YOUR OBJECTIVE ▸
Apart from the images, the records below need to be copied exactly.

--- RECORDED DATA Enclosed Below ---

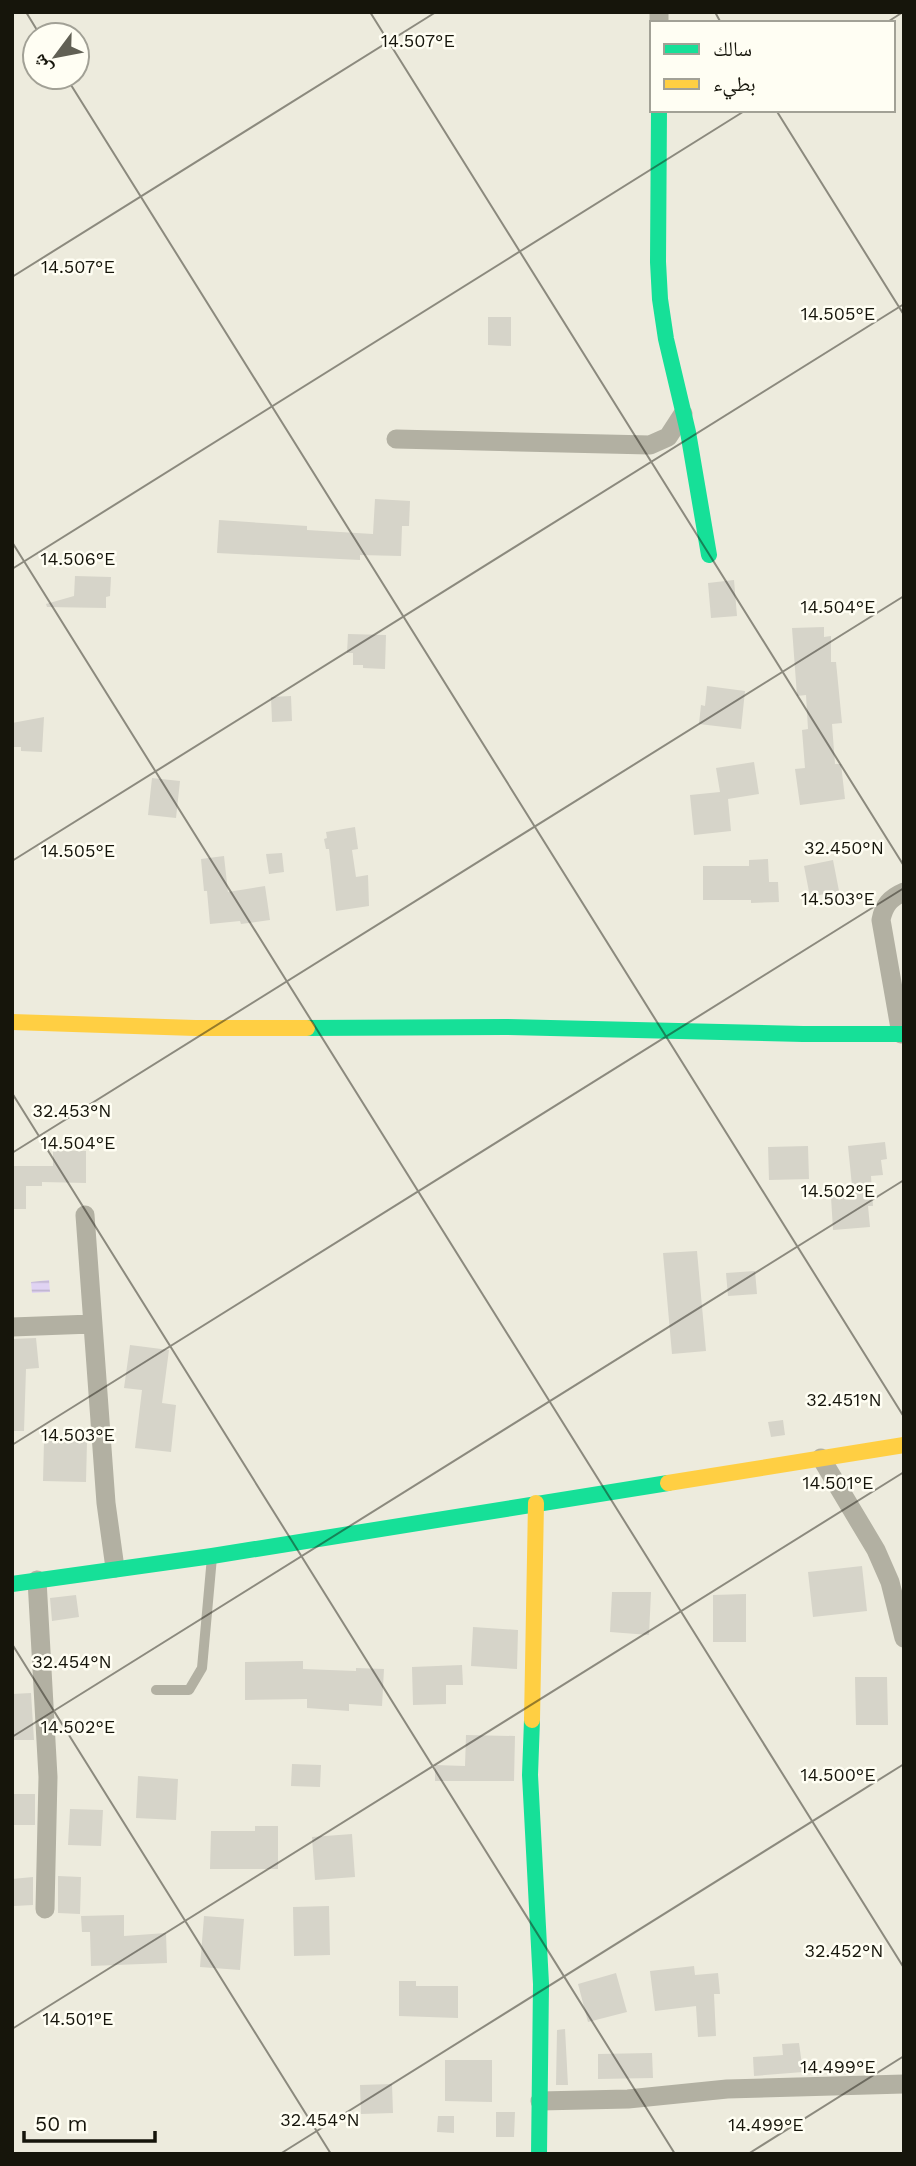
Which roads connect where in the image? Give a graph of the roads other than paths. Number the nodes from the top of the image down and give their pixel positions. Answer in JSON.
{"nodes":[{"id":1,"x":659,"y":112,"type":"edge"},
{"id":2,"x":683,"y":414,"type":"junction"},
{"id":3,"x":396,"y":439,"type":"dead end"},
{"id":4,"x":709,"y":555,"type":"dead end"},
{"id":5,"x":904,"y":892,"type":"edge"},
{"id":6,"x":12,"y":1022,"type":"edge"},
{"id":7,"x":902,"y":1034,"type":"edge"},
{"id":8,"x":85,"y":1215,"type":"dead end"},
{"id":9,"x":92,"y":1324,"type":"junction"},
{"id":10,"x":12,"y":1327,"type":"edge"},
{"id":11,"x":904,"y":1445,"type":"edge"},
{"id":12,"x":821,"y":1458,"type":"junction"},
{"id":13,"x":536,"y":1503,"type":"junction"},
{"id":14,"x":212,"y":1556,"type":"junction"},
{"id":15,"x":116,"y":1568,"type":"junction"},
{"id":16,"x":37,"y":1580,"type":"junction"},
{"id":17,"x":12,"y":1584,"type":"edge"},
{"id":18,"x":904,"y":1638,"type":"edge"},
{"id":19,"x":156,"y":1690,"type":"dead end"},
{"id":20,"x":45,"y":1909,"type":"dead end"},
{"id":21,"x":904,"y":2084,"type":"edge"},
{"id":22,"x":540,"y":2101,"type":"junction"},
{"id":23,"x":539,"y":2154,"type":"edge"}],
"edges":[{"from":1,"to":2,"type":"street"},
{"from":2,"to":3,"type":"street"},
{"from":2,"to":4,"type":"street"},
{"from":5,"to":7,"type":"street"},
{"from":6,"to":7,"type":"street"},
{"from":8,"to":9,"type":"street"},
{"from":9,"to":10,"type":"street"},
{"from":9,"to":15,"type":"street"},
{"from":11,"to":12,"type":"street"},
{"from":12,"to":13,"type":"street"},
{"from":12,"to":18,"type":"street"},
{"from":13,"to":14,"type":"street"},
{"from":13,"to":22,"type":"street"},
{"from":14,"to":15,"type":"street"},
{"from":14,"to":19,"type":"lane"},
{"from":15,"to":16,"type":"street"},
{"from":16,"to":17,"type":"street"},
{"from":16,"to":20,"type":"street"},
{"from":21,"to":22,"type":"street"},
{"from":22,"to":23,"type":"street"}]}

--- End of Enclosed RECORDED DATA ---

EXERCISE RESULT ▸
Which roads connect where in the image? Give a graph of the roads other than paths. Number the nodes from the top of the image down and give their pixel positions. Answer in JSON.
{"nodes":[{"id":1,"x":659,"y":112,"type":"edge"},
{"id":2,"x":683,"y":414,"type":"junction"},
{"id":3,"x":396,"y":439,"type":"dead end"},
{"id":4,"x":709,"y":555,"type":"dead end"},
{"id":5,"x":904,"y":892,"type":"edge"},
{"id":6,"x":12,"y":1022,"type":"edge"},
{"id":7,"x":902,"y":1034,"type":"edge"},
{"id":8,"x":85,"y":1215,"type":"dead end"},
{"id":9,"x":92,"y":1324,"type":"junction"},
{"id":10,"x":12,"y":1327,"type":"edge"},
{"id":11,"x":904,"y":1445,"type":"edge"},
{"id":12,"x":821,"y":1458,"type":"junction"},
{"id":13,"x":536,"y":1503,"type":"junction"},
{"id":14,"x":212,"y":1556,"type":"junction"},
{"id":15,"x":116,"y":1568,"type":"junction"},
{"id":16,"x":37,"y":1580,"type":"junction"},
{"id":17,"x":12,"y":1584,"type":"edge"},
{"id":18,"x":904,"y":1638,"type":"edge"},
{"id":19,"x":156,"y":1690,"type":"dead end"},
{"id":20,"x":45,"y":1909,"type":"dead end"},
{"id":21,"x":904,"y":2084,"type":"edge"},
{"id":22,"x":540,"y":2101,"type":"junction"},
{"id":23,"x":539,"y":2154,"type":"edge"}],
"edges":[{"from":1,"to":2,"type":"street"},
{"from":2,"to":3,"type":"street"},
{"from":2,"to":4,"type":"street"},
{"from":5,"to":7,"type":"street"},
{"from":6,"to":7,"type":"street"},
{"from":8,"to":9,"type":"street"},
{"from":9,"to":10,"type":"street"},
{"from":9,"to":15,"type":"street"},
{"from":11,"to":12,"type":"street"},
{"from":12,"to":13,"type":"street"},
{"from":12,"to":18,"type":"street"},
{"from":13,"to":14,"type":"street"},
{"from":13,"to":22,"type":"street"},
{"from":14,"to":15,"type":"street"},
{"from":14,"to":19,"type":"lane"},
{"from":15,"to":16,"type":"street"},
{"from":16,"to":17,"type":"street"},
{"from":16,"to":20,"type":"street"},
{"from":21,"to":22,"type":"street"},
{"from":22,"to":23,"type":"street"}]}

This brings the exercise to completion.